→ **Try it**: An exact, complete copy of the data is all that is needed.
Supplied entries Start Marker
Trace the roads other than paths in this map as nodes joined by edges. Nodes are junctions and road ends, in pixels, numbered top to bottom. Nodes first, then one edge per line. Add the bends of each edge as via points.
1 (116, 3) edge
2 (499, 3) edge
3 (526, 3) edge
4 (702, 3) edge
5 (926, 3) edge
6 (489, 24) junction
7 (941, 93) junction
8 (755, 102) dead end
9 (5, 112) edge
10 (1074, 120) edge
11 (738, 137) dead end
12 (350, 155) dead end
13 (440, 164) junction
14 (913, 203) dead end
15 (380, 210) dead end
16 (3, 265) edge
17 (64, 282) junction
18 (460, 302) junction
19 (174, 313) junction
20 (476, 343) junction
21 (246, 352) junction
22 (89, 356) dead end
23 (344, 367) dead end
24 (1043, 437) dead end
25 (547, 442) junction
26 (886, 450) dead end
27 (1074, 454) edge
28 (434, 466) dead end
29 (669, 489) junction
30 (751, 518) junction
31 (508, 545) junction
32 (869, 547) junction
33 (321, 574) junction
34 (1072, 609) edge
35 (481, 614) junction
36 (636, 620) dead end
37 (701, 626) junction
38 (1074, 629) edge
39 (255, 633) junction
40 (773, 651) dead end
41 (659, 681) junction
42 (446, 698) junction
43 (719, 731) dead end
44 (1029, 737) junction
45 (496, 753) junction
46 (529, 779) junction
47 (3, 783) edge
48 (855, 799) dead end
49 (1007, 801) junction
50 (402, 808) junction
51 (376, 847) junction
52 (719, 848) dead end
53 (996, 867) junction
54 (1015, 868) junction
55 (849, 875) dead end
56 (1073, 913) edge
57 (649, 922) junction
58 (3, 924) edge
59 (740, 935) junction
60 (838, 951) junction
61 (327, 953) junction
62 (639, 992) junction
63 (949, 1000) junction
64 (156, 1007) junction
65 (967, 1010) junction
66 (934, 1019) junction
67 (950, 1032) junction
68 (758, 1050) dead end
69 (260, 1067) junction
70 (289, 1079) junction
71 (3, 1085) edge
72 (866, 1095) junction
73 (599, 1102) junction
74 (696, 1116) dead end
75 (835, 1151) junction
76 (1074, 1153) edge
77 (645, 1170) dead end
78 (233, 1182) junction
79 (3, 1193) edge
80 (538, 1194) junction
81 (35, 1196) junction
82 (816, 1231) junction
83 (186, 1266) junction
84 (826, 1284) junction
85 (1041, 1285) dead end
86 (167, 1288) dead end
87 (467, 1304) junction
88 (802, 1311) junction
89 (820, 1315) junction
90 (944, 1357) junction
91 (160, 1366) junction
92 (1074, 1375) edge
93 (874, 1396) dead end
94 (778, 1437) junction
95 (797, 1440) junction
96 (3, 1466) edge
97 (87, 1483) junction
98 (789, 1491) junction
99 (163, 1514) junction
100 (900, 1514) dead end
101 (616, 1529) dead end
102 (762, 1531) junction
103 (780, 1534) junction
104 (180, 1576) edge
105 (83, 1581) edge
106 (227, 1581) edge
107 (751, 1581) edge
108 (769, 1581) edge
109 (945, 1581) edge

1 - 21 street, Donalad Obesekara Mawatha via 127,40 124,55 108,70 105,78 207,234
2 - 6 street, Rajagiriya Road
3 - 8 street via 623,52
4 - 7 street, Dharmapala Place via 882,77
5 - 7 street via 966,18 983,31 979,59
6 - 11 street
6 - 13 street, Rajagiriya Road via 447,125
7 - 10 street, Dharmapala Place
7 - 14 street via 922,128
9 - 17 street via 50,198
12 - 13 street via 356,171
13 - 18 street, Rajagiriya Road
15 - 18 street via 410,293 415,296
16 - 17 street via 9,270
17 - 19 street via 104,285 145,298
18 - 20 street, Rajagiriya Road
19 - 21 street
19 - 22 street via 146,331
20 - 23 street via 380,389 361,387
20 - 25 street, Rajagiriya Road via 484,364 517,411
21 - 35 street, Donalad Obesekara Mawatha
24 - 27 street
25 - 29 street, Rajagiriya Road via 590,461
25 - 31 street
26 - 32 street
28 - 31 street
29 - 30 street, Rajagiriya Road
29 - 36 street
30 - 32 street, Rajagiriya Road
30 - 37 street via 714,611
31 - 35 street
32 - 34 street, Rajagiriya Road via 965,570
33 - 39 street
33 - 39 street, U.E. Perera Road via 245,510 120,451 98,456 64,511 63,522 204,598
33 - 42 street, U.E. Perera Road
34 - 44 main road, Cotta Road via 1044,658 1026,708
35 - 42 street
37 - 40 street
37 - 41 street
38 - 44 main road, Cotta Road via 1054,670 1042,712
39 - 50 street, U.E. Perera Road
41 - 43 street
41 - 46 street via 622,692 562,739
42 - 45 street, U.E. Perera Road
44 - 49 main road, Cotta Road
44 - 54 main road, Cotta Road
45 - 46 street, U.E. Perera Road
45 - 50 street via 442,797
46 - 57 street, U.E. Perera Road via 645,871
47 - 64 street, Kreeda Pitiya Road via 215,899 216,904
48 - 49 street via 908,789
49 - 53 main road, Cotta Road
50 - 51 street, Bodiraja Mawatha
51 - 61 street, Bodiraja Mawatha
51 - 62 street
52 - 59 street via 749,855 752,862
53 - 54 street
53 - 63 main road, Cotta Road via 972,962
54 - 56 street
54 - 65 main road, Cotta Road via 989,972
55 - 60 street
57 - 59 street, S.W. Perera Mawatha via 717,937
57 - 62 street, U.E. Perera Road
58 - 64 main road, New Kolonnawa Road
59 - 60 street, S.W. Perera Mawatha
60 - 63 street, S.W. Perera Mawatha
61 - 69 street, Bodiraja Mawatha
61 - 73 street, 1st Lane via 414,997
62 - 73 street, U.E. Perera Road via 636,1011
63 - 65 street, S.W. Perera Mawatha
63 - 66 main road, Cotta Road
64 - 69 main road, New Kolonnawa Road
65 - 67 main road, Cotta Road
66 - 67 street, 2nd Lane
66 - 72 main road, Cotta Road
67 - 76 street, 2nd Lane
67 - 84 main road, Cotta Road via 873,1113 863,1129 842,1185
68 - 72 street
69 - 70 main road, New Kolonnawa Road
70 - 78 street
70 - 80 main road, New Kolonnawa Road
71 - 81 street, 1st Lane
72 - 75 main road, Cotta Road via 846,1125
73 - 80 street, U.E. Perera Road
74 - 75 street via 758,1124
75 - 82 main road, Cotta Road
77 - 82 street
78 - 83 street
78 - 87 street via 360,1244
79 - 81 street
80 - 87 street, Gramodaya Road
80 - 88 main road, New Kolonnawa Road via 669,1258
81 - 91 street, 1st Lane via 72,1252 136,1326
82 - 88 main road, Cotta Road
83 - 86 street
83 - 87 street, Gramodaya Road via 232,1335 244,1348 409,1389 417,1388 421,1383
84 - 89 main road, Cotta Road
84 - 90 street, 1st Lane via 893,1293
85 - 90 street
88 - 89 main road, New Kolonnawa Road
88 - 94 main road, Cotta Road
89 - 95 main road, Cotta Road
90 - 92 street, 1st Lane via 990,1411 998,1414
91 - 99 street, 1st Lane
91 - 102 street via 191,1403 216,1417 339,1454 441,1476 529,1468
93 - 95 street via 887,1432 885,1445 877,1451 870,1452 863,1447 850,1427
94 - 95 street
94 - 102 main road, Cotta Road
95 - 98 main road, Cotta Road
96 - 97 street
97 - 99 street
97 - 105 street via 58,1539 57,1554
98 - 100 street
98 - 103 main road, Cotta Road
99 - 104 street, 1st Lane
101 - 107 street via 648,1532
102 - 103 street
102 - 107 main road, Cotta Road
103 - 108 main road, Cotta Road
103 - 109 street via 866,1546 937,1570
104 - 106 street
Supplied entries End Marker
→ **Answer to the exercise**:
Trace the roads other than paths in this map as nodes joined by edges. Nodes are junctions and road ends, in pixels, numbered top to bottom. Nodes first, then one edge per line. Add the bends of each edge as via points.
1 (116, 3) edge
2 (499, 3) edge
3 (526, 3) edge
4 (702, 3) edge
5 (926, 3) edge
6 (489, 24) junction
7 (941, 93) junction
8 (755, 102) dead end
9 (5, 112) edge
10 (1074, 120) edge
11 (738, 137) dead end
12 (350, 155) dead end
13 (440, 164) junction
14 (913, 203) dead end
15 (380, 210) dead end
16 (3, 265) edge
17 (64, 282) junction
18 (460, 302) junction
19 (174, 313) junction
20 (476, 343) junction
21 (246, 352) junction
22 (89, 356) dead end
23 (344, 367) dead end
24 (1043, 437) dead end
25 (547, 442) junction
26 (886, 450) dead end
27 (1074, 454) edge
28 (434, 466) dead end
29 (669, 489) junction
30 (751, 518) junction
31 (508, 545) junction
32 (869, 547) junction
33 (321, 574) junction
34 (1072, 609) edge
35 (481, 614) junction
36 (636, 620) dead end
37 (701, 626) junction
38 (1074, 629) edge
39 (255, 633) junction
40 (773, 651) dead end
41 (659, 681) junction
42 (446, 698) junction
43 (719, 731) dead end
44 (1029, 737) junction
45 (496, 753) junction
46 (529, 779) junction
47 (3, 783) edge
48 (855, 799) dead end
49 (1007, 801) junction
50 (402, 808) junction
51 (376, 847) junction
52 (719, 848) dead end
53 (996, 867) junction
54 (1015, 868) junction
55 (849, 875) dead end
56 (1073, 913) edge
57 (649, 922) junction
58 (3, 924) edge
59 (740, 935) junction
60 (838, 951) junction
61 (327, 953) junction
62 (639, 992) junction
63 (949, 1000) junction
64 (156, 1007) junction
65 (967, 1010) junction
66 (934, 1019) junction
67 (950, 1032) junction
68 (758, 1050) dead end
69 (260, 1067) junction
70 (289, 1079) junction
71 (3, 1085) edge
72 (866, 1095) junction
73 (599, 1102) junction
74 (696, 1116) dead end
75 (835, 1151) junction
76 (1074, 1153) edge
77 (645, 1170) dead end
78 (233, 1182) junction
79 (3, 1193) edge
80 (538, 1194) junction
81 (35, 1196) junction
82 (816, 1231) junction
83 (186, 1266) junction
84 (826, 1284) junction
85 (1041, 1285) dead end
86 (167, 1288) dead end
87 (467, 1304) junction
88 (802, 1311) junction
89 (820, 1315) junction
90 (944, 1357) junction
91 (160, 1366) junction
92 (1074, 1375) edge
93 (874, 1396) dead end
94 (778, 1437) junction
95 (797, 1440) junction
96 (3, 1466) edge
97 (87, 1483) junction
98 (789, 1491) junction
99 (163, 1514) junction
100 (900, 1514) dead end
101 (616, 1529) dead end
102 (762, 1531) junction
103 (780, 1534) junction
104 (180, 1576) edge
105 (83, 1581) edge
106 (227, 1581) edge
107 (751, 1581) edge
108 (769, 1581) edge
109 (945, 1581) edge

1 - 21 street, Donalad Obesekara Mawatha via 127,40 124,55 108,70 105,78 207,234
2 - 6 street, Rajagiriya Road
3 - 8 street via 623,52
4 - 7 street, Dharmapala Place via 882,77
5 - 7 street via 966,18 983,31 979,59
6 - 11 street
6 - 13 street, Rajagiriya Road via 447,125
7 - 10 street, Dharmapala Place
7 - 14 street via 922,128
9 - 17 street via 50,198
12 - 13 street via 356,171
13 - 18 street, Rajagiriya Road
15 - 18 street via 410,293 415,296
16 - 17 street via 9,270
17 - 19 street via 104,285 145,298
18 - 20 street, Rajagiriya Road
19 - 21 street
19 - 22 street via 146,331
20 - 23 street via 380,389 361,387
20 - 25 street, Rajagiriya Road via 484,364 517,411
21 - 35 street, Donalad Obesekara Mawatha
24 - 27 street
25 - 29 street, Rajagiriya Road via 590,461
25 - 31 street
26 - 32 street
28 - 31 street
29 - 30 street, Rajagiriya Road
29 - 36 street
30 - 32 street, Rajagiriya Road
30 - 37 street via 714,611
31 - 35 street
32 - 34 street, Rajagiriya Road via 965,570
33 - 39 street
33 - 39 street, U.E. Perera Road via 245,510 120,451 98,456 64,511 63,522 204,598
33 - 42 street, U.E. Perera Road
34 - 44 main road, Cotta Road via 1044,658 1026,708
35 - 42 street
37 - 40 street
37 - 41 street
38 - 44 main road, Cotta Road via 1054,670 1042,712
39 - 50 street, U.E. Perera Road
41 - 43 street
41 - 46 street via 622,692 562,739
42 - 45 street, U.E. Perera Road
44 - 49 main road, Cotta Road
44 - 54 main road, Cotta Road
45 - 46 street, U.E. Perera Road
45 - 50 street via 442,797
46 - 57 street, U.E. Perera Road via 645,871
47 - 64 street, Kreeda Pitiya Road via 215,899 216,904
48 - 49 street via 908,789
49 - 53 main road, Cotta Road
50 - 51 street, Bodiraja Mawatha
51 - 61 street, Bodiraja Mawatha
51 - 62 street
52 - 59 street via 749,855 752,862
53 - 54 street
53 - 63 main road, Cotta Road via 972,962
54 - 56 street
54 - 65 main road, Cotta Road via 989,972
55 - 60 street
57 - 59 street, S.W. Perera Mawatha via 717,937
57 - 62 street, U.E. Perera Road
58 - 64 main road, New Kolonnawa Road
59 - 60 street, S.W. Perera Mawatha
60 - 63 street, S.W. Perera Mawatha
61 - 69 street, Bodiraja Mawatha
61 - 73 street, 1st Lane via 414,997
62 - 73 street, U.E. Perera Road via 636,1011
63 - 65 street, S.W. Perera Mawatha
63 - 66 main road, Cotta Road
64 - 69 main road, New Kolonnawa Road
65 - 67 main road, Cotta Road
66 - 67 street, 2nd Lane
66 - 72 main road, Cotta Road
67 - 76 street, 2nd Lane
67 - 84 main road, Cotta Road via 873,1113 863,1129 842,1185
68 - 72 street
69 - 70 main road, New Kolonnawa Road
70 - 78 street
70 - 80 main road, New Kolonnawa Road
71 - 81 street, 1st Lane
72 - 75 main road, Cotta Road via 846,1125
73 - 80 street, U.E. Perera Road
74 - 75 street via 758,1124
75 - 82 main road, Cotta Road
77 - 82 street
78 - 83 street
78 - 87 street via 360,1244
79 - 81 street
80 - 87 street, Gramodaya Road
80 - 88 main road, New Kolonnawa Road via 669,1258
81 - 91 street, 1st Lane via 72,1252 136,1326
82 - 88 main road, Cotta Road
83 - 86 street
83 - 87 street, Gramodaya Road via 232,1335 244,1348 409,1389 417,1388 421,1383
84 - 89 main road, Cotta Road
84 - 90 street, 1st Lane via 893,1293
85 - 90 street
88 - 89 main road, New Kolonnawa Road
88 - 94 main road, Cotta Road
89 - 95 main road, Cotta Road
90 - 92 street, 1st Lane via 990,1411 998,1414
91 - 99 street, 1st Lane
91 - 102 street via 191,1403 216,1417 339,1454 441,1476 529,1468
93 - 95 street via 887,1432 885,1445 877,1451 870,1452 863,1447 850,1427
94 - 95 street
94 - 102 main road, Cotta Road
95 - 98 main road, Cotta Road
96 - 97 street
97 - 99 street
97 - 105 street via 58,1539 57,1554
98 - 100 street
98 - 103 main road, Cotta Road
99 - 104 street, 1st Lane
101 - 107 street via 648,1532
102 - 103 street
102 - 107 main road, Cotta Road
103 - 108 main road, Cotta Road
103 - 109 street via 866,1546 937,1570
104 - 106 street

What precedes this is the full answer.